Montreal-based string ensemble Collectif9 stopped by Lula Lounge on November 12 on their way to Mexico for a three-day visit November 15 to 17. It was the second Toronto appearance for the double string quartet plus double bass – the first was for Music Toronto in March 2016 – and meant to launch their latest CD, No Time for Chamber Music, which is wholly devoted to the music of Mahler. But as bassist Thibault Bertin-Maghit told me after the show, when he saw Lula’s salsa dance floor he scaled back the Mahler content, using only three of the CD’s nine tracks, and filled out the evening with works by Golijov, Schnittke, Enescu, Brahms, Ligeti, Berio and Mexican composer Arturo Márquez.
Bertin-Maghit does most of the arrangements for the group, which made its debut in 2011. They were students at Université de Montréal and McGill who wanted to create something different yet complementary to traditional classical music. The result was a genre-bending, innovative approach that uses lighting techniques and amplification not usually associated with the classical concert stage. They started out playing Piazzolla and Golijov, Bertin-Maghit said, but the lack of repertoire for their particular nine-instrument ensemble led him to expand their playlist to encompass arrangements of a variety of symphonic and chamber works. They perform them with an infectious energy and vigour that grabs an audience’s attention.
Lula Lounge’s warm, relaxed atmosphere and intimate nightclub feel made it an ideal setting for Collectif9’s music and undoubtedly stoked the enthusiasm of the crowd.
The set began with tonal and atonal fragments reminiscent of the opening of Max Richter’s Recomposed Vivaldi’s Four Seasons. Out of the improvisatory noodling came the unmistakable Frère Jacques tune set in a minor key by Mahler from the third movement of his Symphony No.1. Hushed in the bass and cellos but amplified, its presence straddling centuries, it moved to the higher strings who convincingly mimicked Mahler’s woodwinds. The tune grew out of that foundation into a sudden quick folk dance, exaggerating its klezmer quality while building to a full, rich sound before returning to the Frère Jacques melody, diminishing in scope and fading into atonality.

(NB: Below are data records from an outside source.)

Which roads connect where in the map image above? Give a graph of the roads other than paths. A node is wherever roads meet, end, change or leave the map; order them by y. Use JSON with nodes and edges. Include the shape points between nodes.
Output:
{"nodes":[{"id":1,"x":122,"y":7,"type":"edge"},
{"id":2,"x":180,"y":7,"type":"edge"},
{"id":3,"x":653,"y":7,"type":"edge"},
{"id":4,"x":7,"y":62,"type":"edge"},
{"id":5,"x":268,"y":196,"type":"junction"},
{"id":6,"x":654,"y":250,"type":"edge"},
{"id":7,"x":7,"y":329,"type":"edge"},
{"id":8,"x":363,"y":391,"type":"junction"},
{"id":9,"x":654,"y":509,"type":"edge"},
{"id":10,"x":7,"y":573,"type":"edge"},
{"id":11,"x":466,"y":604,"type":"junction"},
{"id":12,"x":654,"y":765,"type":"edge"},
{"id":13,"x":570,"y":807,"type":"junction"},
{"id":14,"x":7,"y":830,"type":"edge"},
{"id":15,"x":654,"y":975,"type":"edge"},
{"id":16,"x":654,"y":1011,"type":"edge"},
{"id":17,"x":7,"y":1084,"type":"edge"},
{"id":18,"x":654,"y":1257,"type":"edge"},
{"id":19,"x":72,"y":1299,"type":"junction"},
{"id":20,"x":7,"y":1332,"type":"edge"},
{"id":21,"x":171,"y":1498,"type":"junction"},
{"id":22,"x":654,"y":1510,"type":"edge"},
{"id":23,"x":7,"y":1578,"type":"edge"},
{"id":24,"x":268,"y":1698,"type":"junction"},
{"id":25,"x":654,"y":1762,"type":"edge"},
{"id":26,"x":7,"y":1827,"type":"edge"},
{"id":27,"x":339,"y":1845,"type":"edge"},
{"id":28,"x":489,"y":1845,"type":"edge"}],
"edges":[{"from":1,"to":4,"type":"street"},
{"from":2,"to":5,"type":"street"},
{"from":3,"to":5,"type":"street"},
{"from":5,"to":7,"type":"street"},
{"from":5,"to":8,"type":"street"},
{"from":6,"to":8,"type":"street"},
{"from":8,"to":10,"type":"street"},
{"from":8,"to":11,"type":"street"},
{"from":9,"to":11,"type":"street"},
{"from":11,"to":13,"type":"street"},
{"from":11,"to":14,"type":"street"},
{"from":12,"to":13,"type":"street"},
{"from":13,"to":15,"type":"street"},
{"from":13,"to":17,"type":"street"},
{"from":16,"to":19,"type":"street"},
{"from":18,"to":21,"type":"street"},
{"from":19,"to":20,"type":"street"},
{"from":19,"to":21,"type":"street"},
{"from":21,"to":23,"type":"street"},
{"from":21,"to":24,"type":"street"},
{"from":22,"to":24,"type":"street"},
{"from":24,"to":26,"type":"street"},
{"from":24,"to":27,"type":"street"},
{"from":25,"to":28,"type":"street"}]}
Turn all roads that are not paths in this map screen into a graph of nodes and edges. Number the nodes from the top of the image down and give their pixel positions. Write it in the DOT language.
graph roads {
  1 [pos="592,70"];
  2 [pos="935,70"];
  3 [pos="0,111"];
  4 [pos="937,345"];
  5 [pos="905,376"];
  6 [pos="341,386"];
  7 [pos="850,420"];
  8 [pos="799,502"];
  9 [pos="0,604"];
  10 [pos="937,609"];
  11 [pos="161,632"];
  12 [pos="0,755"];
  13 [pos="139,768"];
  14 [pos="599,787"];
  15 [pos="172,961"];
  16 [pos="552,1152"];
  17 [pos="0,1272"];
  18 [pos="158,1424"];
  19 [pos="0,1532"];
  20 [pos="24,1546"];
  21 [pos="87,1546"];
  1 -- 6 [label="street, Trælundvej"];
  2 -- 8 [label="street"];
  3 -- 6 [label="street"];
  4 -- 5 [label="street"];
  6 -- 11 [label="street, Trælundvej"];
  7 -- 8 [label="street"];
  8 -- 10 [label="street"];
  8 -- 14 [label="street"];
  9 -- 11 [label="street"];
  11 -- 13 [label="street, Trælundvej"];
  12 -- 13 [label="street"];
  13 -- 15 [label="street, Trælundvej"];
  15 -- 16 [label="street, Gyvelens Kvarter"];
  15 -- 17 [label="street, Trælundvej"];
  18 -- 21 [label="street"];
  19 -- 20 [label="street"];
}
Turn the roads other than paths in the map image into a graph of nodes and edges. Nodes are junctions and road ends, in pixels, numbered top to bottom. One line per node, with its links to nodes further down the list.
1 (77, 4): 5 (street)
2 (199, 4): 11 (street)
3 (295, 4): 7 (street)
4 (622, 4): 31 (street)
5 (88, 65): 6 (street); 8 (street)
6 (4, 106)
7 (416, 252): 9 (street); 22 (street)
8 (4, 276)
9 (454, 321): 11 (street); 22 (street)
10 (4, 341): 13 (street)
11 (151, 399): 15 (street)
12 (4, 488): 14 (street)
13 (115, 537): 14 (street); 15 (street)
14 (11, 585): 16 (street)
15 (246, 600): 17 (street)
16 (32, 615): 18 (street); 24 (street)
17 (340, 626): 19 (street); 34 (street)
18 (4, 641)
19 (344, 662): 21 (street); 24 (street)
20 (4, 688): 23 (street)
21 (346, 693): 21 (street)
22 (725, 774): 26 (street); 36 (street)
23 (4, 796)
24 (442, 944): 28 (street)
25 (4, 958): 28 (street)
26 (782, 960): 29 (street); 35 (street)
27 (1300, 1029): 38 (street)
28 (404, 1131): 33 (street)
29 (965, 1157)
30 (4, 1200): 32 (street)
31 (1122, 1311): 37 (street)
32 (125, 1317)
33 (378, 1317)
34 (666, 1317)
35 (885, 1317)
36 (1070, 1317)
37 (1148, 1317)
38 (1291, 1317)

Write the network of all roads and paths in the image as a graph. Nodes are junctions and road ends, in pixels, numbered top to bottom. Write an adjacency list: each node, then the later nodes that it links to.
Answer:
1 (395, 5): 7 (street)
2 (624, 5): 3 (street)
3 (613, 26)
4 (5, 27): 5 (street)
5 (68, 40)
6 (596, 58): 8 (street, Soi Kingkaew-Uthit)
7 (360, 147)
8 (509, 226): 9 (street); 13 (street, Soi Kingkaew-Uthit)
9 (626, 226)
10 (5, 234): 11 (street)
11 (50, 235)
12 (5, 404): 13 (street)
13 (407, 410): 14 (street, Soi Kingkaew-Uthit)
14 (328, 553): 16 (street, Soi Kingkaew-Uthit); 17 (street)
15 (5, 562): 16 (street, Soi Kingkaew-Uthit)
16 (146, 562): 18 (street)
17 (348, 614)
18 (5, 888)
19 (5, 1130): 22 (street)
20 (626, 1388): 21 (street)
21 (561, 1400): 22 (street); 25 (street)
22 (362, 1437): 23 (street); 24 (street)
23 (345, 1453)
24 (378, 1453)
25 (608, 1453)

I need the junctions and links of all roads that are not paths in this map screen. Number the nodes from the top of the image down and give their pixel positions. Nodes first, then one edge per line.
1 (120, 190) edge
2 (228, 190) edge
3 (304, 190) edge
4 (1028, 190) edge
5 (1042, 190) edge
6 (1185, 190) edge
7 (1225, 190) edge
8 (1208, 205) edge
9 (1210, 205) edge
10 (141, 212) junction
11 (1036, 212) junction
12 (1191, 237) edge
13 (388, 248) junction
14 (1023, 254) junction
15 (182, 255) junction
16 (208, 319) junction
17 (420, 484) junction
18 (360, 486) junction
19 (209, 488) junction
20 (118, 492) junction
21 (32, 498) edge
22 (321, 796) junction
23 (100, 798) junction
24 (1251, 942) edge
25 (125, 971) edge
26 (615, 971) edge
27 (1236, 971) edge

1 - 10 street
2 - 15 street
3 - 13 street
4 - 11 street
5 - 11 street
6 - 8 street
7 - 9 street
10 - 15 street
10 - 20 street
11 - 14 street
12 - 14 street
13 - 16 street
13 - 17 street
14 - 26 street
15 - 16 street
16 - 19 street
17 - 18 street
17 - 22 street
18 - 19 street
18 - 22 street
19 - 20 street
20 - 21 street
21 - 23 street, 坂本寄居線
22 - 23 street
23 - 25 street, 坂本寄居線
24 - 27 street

Brilliantly arranged and exuberantly performed, it was typical of the evening as a whole.
“A new one for us,” is how Bertin-Maghit introduced Osvaldo Golijov’s Romantic-tinged rhapsody, Night of the Flying Horses. It starts with a Yiddish lullaby that (according to Golijov) metamorphoses into a dense and dark doina (a slow, rubato, Romanian genre) and ends in a fast gallop with a theme Golijov “stole from my friends of the wild gypsy band Taraf de Haïdouks.” With his folk-based, often pastiche-laden works, Golijov is a natural fit with Collectif9’s aesthetic.
A teaser of Stravinsky, the opening minutes of The Rite of Spring, followed, putting Collectif9’s togetherness on display. Then came the Allegretto from Schnittke’s Violin Sonata No.1 (from their Volksmobile CD), an energetic, joyful, jazzy showcase for violinist Robert Margaryan. An elegant pizzicato dance was next, a brief ländler that begins the second movement of Mahler’s Symphony No.2. Then the agonizing Farewell from Mahler’s Song of the Earth, given a touching, passionate performance that shone a light on its folk references.
Enescu’s Octet for Strings (with double bass added) was one of the first pieces Collectif9 read through when they first formed seven years ago. “Now we’re finally ready to perform it,” said Bertin-Maghit. Its soaring melodies and propulsive dance-like rhythm elicited a virtuosic performance from the ensemble that was contrasted by the light touch navigating the dense lyricism of the Scherzo from Brahms’ Sextet No.2 that followed.
As played by Collectif9, the fourth movement of Ligeti’s Concert Românesc was a perpetual-motion achievement featuring impressive ensemble playing, the perfect appetizer for the highlight of the night: the third movement from Berio’s Sinfonia. Built on top of the Scherzo from Mahler’s Symphony No.2 and incorporating a text from Samuel Beckett’s The Unnamable as well as eight singers and a large orchestra, it was the inspiration for Collectif9’s new album and its ironic title, No Time for Chamber Music, which is part of the Beckett text. In fact, the Berio was supposed to be included on the CD but they couldn’t get the rights. With its many references to Ravel, Stravinsky, Beethoven, Debussy, Boulez and more, it’s a masterpiece of mid-20th-century music given an electrifying 21st-century reading.
Then it was literally and figuratively off to Mexico, with a sunny performance of Márquez’s Danzón No.2, made famous by Gustavo Dudamel’s popular recording with the Simón Bolívar Youth Orchestra of Venezuela.
Collectif9’s next visit to Toronto cannot come too soon.
Paul Ennis is the managing editor of The WholeNote.